The following steps outline one way of implementing a data warehouse.

  1. Determine your initial needs:

    1. Generate a list of business questions that you would like to answer.

    2. Specify data collections (data marts or dimensional data) that will provide answers to your business questions.

    3. Determine how and when you would like to receive information. Information can be delivered based on events, such as supply shortages, on time, such as monthly reports, or simply on demand.

  2. Map the data in your enterprise:

    • Locate existing storage locations for data that can be used to populate your data collections.

    • Determine storage format, data columns, and operating environments.

  3. Create a data model for your central data warehouse:

    • Combine selected enterprise data sources into a denormalized database that is optimized for efficient data extraction and ad hoc queries.
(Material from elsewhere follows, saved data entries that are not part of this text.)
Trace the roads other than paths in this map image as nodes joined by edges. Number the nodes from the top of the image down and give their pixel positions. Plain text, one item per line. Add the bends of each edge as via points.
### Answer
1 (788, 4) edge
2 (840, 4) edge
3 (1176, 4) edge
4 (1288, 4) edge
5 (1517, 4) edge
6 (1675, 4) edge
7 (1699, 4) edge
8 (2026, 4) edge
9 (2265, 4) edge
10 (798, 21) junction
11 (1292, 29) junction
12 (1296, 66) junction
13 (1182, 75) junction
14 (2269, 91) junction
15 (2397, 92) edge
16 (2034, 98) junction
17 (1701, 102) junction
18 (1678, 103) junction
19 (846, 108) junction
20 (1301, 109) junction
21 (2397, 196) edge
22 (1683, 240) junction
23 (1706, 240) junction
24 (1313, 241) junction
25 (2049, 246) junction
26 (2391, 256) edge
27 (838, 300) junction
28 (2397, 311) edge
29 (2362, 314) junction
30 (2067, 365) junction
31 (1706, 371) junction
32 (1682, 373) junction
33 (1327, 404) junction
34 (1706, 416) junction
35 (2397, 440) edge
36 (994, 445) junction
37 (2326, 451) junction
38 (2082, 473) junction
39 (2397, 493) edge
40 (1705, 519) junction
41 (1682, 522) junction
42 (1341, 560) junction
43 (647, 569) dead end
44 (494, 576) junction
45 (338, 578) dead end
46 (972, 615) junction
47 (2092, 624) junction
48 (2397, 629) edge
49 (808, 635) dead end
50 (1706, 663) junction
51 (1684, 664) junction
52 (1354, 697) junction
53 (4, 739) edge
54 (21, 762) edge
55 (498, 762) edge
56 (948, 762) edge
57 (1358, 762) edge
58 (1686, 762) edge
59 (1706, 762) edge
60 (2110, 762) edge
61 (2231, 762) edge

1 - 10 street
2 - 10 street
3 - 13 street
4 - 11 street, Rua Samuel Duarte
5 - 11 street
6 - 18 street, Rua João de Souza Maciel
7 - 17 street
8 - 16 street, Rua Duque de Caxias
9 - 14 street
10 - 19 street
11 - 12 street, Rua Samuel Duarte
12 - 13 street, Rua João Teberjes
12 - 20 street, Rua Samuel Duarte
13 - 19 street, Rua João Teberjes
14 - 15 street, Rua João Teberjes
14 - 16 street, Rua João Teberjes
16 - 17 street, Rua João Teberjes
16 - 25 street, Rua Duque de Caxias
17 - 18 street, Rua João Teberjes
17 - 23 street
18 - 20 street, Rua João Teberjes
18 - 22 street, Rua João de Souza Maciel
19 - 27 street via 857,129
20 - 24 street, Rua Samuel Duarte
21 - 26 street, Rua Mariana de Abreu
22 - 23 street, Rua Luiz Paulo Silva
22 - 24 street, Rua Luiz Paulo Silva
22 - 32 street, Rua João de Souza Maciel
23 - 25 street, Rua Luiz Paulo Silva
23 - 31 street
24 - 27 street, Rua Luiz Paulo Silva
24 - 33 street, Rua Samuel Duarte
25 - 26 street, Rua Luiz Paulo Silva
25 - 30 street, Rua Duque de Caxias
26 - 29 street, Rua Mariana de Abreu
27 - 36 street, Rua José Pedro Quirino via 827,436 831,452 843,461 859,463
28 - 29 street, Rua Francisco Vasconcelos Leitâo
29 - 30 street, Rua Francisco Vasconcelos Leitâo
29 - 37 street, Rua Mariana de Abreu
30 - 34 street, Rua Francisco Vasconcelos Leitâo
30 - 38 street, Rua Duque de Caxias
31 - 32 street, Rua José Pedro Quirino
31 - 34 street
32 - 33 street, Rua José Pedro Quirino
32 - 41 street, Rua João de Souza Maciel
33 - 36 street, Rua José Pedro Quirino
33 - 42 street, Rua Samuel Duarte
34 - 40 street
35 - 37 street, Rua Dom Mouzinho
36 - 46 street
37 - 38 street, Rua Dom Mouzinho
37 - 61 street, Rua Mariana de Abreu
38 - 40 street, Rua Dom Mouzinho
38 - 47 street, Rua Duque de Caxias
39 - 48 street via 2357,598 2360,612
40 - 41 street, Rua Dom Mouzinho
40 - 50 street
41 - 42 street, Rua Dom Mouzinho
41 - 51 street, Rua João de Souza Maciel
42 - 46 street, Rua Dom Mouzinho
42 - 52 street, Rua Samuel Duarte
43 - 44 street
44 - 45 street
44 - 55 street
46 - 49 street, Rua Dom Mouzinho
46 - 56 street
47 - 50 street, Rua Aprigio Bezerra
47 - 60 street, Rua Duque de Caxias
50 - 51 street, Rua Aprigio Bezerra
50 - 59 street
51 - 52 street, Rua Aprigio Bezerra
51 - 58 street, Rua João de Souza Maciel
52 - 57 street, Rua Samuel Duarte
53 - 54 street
SAS ETL Studio resolves issues surrounding the extraction and combination of source data.

    • Consider a generalized collection of data that might extend beyond your initial scope, to account for unanticipated business requirements.

  4. Estimate and order hardware and software:

    • Include storage, servers, backup systems, and disaster recovery.

    • Include the staging area, the central data warehouse, and the data marts or dimensional data model.

  5. Based on the data model, develop a plan for extracting data from enterprise sources into a staging area. Then specify a series of SAS ETL Studio jobs that put the extraction plan into action:

    • Consider the frequency of data collection based on business needs.

    • Consider the times of data extraction based on system performance requirements and data entry times.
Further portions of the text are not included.